— Если бы это было так просто, мой дорогой, — насмешливо проговорил Геббельс. — Ведь первым в списке врагов нашего дорогого фюрера идёт «наци No 2»…

Геринг не видел лица Геббельса, но был готов поклясться, что при этих словах его красная морда перекосилась в злорадной гримасе, которую хромоножка пытается выдавать за улыбку. И уж наверно эта гадина сообщила все Гитлеру или ждёт, что ответит Геринг, и тогда сообщит все сразу в надежде, что Геринг растеряется от этого известия, замнётся, может быть даже перепугается… Но, чорта с два! Геринг не доставит такой радости господину министру пропаганды!

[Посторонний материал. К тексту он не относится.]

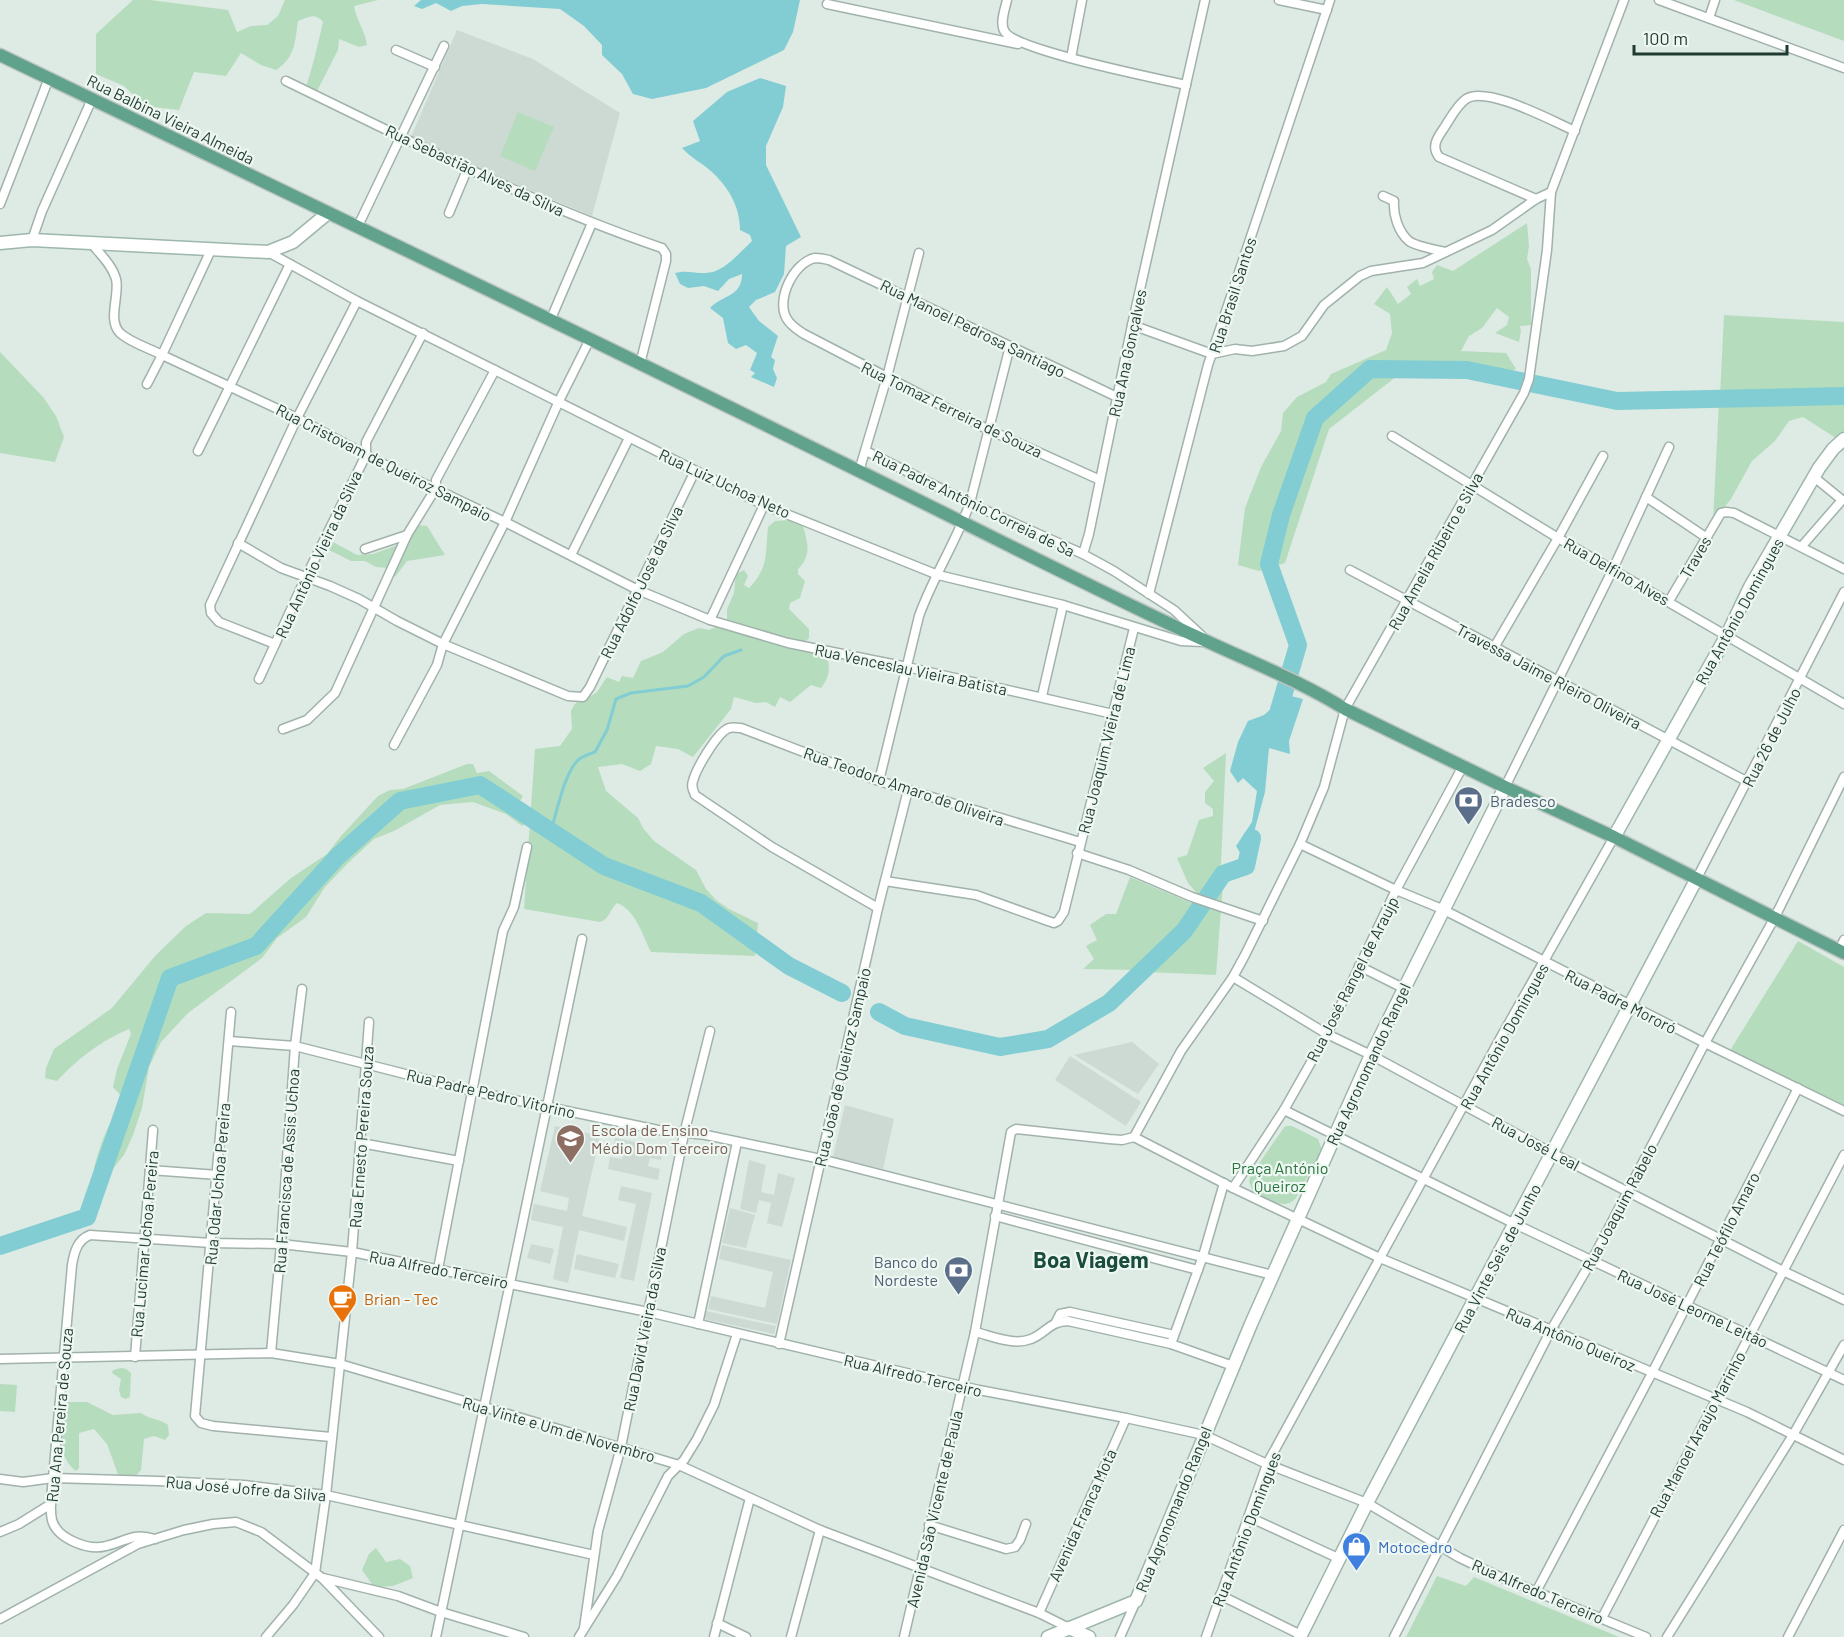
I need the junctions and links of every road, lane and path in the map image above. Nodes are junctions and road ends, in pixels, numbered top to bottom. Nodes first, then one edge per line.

Уверенным тоном он заявляет, что к вечеру редакция «Фелькишер Беобахтер» получит его статью — она явится ответом на инсинуации зарубежных шавок.

Он тотчас же вызвал стенографа и тут же, не выходя из охотничьего домика, принялся диктовать статью.

Тема!.. Она не имела, на его взгляд, большого значения. Нужно было только вставить в текст как можно больше фраз, могущих убедить Гитлера в том, что ни в ком он не имеет такого преданного друга и слугу, как в Геринге. Нужно польстить фюреру, но вместе с тем и дать ему понять, что в руках Геринга сосредоточена реальная сила, с которой он никому не позволит наступать себе на ноги — будь то даже сам фюрер… Да, именно так: даже сам фюрер!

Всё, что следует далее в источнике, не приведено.